Well wormholes are a kind of shortcut through space, they're an actual physical thing, kind of like a highway or a road I guess, so they're not technically a means so much as a a very good opportunity for some other means (a conventionally power spacecraft) to get from place to place quickly by reducing the distance from point A to point B. Now something very large you could just stick a wormhole generator on the front (not a theoritically impossible thing to do, though it would take a while to build up a sufficent amount of inverse energy, not that you'd have to limit yourself to time since this is fiction) or have gates as Dag suggested that create the wormhole to leap through (remember though, wormholes don't represent instant travel, just shorter, like instead of 18 light-years maybe it's 18 miles, or heck, maybe it's 15 light-years, there's no rule to it).

Hobbes [Smile]
 
Posted by aspectre (Member # 2222) on :
 
Might wanna take a look at Cramer's columns on SpaceDrives and GeneralRelativity, then google up some more explanatory pages-with-diagrams using the names&jargon found there.

Personally, I wouldn't bother trying to describe any of the physics behind FTL travel except minimally as it applies to the plot, ala "folded-space congruencies" in Heinlein's StarmanJones or the quasi-wormholes of Cherryh's MerchanterUniverse.
Just give it a name and move on with the story.

[ January 24, 2005, 06:29 PM: Message edited by: aspectre ]
 
Posted by skillery (Member # 6209) on :
 
quote:
create a gravity well in front of the ship
Yeah, gravity drive.

But for it to work, you would have to throw the Big Bang out the window and start over with a universe containing an infinite amount of randomly distributed matter.

Let's say that in addition to plus/minus polarization and north/south polarization of matter, there is also up/down polarization, and possibly, there's light/dark polarization as well.

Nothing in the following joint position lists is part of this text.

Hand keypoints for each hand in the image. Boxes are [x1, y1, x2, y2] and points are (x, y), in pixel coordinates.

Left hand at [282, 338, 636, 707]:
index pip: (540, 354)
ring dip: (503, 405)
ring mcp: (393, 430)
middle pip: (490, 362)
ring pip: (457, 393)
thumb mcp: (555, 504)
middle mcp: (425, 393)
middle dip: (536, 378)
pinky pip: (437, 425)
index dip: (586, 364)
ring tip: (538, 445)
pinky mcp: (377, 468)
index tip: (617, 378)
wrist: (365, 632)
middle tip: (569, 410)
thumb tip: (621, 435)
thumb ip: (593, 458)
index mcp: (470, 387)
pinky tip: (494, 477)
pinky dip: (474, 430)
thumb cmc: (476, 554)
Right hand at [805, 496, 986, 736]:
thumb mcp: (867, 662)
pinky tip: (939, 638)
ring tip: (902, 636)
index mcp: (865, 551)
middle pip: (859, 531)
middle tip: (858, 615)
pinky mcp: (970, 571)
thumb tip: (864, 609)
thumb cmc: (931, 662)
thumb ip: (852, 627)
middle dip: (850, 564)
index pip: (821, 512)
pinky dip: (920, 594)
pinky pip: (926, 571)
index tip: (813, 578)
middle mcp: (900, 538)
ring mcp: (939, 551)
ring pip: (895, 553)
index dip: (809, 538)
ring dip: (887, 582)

If you could resolve +/- and N/S into vectors, then up/down would appear at right angles to the electrical and magnetic vectors (assuming that the right-hand rule for electromagnetism also applies to gravitation). Now you align the up/down vector in the direction you want to travel, and you've got constant acceleration. You are pushing against all the matter in the universe behind you, and you are attracting all the matter in the universe in front of you. Hopefully, the matter is distributed evenly.

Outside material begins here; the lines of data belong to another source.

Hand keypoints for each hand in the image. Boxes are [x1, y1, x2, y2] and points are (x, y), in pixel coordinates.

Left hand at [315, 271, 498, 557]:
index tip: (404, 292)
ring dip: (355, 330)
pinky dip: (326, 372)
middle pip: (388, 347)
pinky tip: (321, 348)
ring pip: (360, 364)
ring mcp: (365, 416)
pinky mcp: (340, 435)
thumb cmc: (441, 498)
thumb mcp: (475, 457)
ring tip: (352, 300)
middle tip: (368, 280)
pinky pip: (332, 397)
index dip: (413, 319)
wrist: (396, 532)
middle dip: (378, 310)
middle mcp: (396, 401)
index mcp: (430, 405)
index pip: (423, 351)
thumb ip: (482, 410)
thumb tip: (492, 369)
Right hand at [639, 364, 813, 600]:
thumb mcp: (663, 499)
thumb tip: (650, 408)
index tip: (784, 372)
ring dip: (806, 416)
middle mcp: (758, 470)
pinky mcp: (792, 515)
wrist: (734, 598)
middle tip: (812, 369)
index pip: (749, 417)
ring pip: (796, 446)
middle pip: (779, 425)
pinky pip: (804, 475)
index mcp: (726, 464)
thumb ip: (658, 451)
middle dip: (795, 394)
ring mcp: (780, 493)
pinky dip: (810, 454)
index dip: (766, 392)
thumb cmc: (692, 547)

Oh, and if there is such a thing as light/dark polarization, we can bring back those old, supposedly disproven theories pertaining to the aether.
 
Posted by James Tiberius Kirk (Member # 2832) on :
 
I like OSC's "outside" method of travel (to refresh memories: Think of the universe as a sphere, when the ship transports itself outside the sphere, it then is able to enter the sphere again at any point).

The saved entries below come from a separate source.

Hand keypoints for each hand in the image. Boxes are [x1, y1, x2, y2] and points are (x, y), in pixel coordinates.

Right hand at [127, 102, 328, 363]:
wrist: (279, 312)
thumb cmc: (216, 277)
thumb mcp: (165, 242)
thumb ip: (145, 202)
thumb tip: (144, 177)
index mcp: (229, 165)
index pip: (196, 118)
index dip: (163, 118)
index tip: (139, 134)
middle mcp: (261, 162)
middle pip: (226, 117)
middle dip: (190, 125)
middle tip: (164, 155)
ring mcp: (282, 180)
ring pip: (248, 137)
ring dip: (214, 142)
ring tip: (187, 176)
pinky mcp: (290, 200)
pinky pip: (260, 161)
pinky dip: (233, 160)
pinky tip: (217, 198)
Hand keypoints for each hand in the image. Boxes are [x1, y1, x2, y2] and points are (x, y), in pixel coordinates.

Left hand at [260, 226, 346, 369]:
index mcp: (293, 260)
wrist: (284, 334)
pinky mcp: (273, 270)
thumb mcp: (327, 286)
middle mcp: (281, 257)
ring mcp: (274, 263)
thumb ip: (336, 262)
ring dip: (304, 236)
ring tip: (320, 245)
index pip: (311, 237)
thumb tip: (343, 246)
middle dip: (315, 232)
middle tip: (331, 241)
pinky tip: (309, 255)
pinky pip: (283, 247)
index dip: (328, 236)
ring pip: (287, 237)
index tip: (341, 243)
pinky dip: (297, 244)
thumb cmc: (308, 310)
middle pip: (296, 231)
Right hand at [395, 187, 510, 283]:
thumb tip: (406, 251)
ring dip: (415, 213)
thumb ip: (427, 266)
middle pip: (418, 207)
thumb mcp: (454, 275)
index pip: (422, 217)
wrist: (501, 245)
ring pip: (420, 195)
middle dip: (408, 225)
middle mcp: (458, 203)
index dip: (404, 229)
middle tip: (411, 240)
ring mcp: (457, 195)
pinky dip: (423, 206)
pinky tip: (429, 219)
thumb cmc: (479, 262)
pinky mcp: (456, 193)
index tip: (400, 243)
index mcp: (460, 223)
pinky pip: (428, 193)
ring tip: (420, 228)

It's nothing flashy, and allows one to pop from point A to point B nearly instantaneously. Only problems are that you'd need someone/something like Jane, and you might run the risk of recreating long lost relatives while "outside". [Wink]

--j_k
 
Posted by kwsni (Member # 1831) on :
 
Wormhole. Normal space. Wormhole. Normal space.

Ni!
 
Posted by Foust (Member # 3043) on :
 
Yeah, I'm surprised only one person has mentioned Outside.
 
Posted by MEC (Member # 2968) on :
 
But do the wormholes allow two way travel, like in Star Trek, or only one way travel, like Stargate?